**Stored items:**
==*==

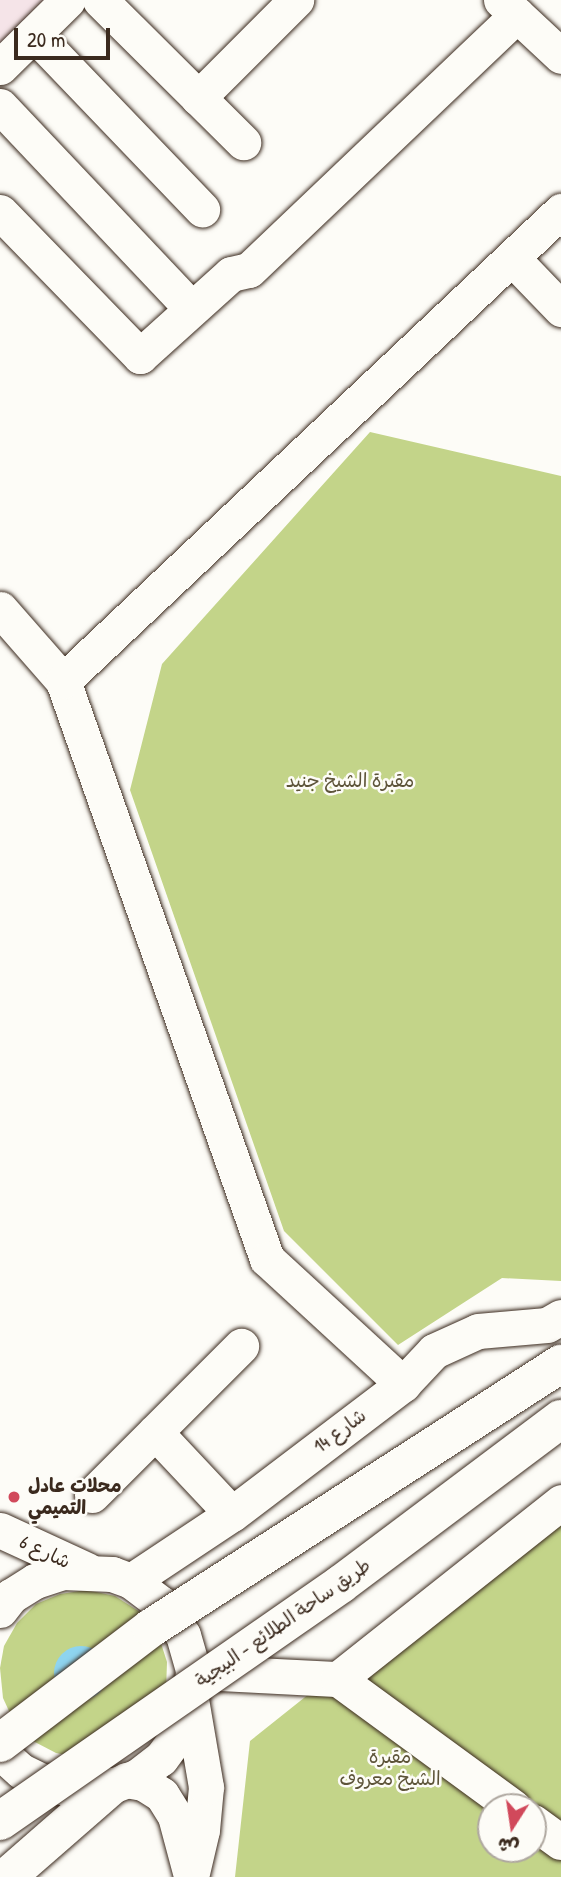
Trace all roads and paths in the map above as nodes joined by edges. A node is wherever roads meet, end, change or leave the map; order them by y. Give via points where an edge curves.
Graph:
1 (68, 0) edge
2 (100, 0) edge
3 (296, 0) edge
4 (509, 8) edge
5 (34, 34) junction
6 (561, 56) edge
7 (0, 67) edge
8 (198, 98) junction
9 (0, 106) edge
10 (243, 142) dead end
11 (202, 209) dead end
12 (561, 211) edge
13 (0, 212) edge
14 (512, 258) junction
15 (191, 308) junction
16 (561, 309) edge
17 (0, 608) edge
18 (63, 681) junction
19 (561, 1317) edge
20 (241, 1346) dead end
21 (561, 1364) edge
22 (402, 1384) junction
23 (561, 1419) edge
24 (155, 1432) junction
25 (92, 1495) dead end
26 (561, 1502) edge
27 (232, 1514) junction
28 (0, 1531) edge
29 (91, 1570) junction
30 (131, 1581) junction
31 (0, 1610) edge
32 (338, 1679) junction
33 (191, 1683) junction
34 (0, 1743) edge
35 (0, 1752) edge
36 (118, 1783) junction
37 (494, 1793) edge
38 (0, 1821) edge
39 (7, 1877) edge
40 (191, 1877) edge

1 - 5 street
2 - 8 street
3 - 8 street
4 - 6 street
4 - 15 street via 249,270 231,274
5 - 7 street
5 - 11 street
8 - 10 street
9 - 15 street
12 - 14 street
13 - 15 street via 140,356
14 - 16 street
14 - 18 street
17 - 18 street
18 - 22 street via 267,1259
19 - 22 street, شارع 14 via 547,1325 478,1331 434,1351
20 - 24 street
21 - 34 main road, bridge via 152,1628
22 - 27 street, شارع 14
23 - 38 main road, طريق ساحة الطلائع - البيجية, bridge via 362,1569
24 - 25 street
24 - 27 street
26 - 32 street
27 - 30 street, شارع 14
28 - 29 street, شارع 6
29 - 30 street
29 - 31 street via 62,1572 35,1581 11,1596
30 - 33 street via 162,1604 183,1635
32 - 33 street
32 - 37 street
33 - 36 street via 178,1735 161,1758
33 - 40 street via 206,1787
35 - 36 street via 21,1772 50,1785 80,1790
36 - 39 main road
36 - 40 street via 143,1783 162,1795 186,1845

==*==

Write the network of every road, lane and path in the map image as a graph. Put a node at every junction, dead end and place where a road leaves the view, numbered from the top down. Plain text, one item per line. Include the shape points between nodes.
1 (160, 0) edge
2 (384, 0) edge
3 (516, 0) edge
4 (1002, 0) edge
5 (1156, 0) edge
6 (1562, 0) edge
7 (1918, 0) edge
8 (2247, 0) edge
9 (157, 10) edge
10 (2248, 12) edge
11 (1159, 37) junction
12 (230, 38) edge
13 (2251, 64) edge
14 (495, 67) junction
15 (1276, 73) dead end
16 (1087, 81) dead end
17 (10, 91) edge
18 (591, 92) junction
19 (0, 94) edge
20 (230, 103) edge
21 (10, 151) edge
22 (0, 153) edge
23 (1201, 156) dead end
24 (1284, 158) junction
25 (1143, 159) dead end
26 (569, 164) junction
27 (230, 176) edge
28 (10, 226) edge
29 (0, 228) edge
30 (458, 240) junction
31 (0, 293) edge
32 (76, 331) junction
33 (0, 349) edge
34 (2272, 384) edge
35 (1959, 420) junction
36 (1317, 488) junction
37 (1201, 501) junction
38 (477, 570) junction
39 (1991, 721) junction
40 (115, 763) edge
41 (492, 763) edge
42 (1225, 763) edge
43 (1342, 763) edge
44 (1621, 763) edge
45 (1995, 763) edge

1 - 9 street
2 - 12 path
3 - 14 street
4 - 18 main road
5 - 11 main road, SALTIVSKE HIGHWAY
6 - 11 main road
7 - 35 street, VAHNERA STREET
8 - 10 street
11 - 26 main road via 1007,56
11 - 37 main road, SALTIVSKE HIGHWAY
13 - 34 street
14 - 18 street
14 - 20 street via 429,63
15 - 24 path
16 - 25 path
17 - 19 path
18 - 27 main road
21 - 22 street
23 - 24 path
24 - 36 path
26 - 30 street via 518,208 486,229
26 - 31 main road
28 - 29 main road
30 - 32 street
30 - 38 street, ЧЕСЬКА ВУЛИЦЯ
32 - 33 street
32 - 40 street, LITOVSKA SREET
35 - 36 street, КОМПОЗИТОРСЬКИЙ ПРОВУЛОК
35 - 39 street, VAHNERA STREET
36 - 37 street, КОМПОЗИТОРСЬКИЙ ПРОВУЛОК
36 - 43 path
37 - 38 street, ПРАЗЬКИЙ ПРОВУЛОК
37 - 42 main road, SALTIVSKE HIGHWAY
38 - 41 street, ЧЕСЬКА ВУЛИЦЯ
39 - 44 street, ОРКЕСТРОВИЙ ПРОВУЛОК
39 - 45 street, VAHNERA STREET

==*==

Extract every line of the records above that contains the word "ПРОВУЛОК".

35 - 36 street, КОМПОЗИТОРСЬКИЙ ПРОВУЛОК
36 - 37 street, КОМПОЗИТОРСЬКИЙ ПРОВУЛОК
37 - 38 street, ПРАЗЬКИЙ ПРОВУЛОК
39 - 44 street, ОРКЕСТРОВИЙ ПРОВУЛОК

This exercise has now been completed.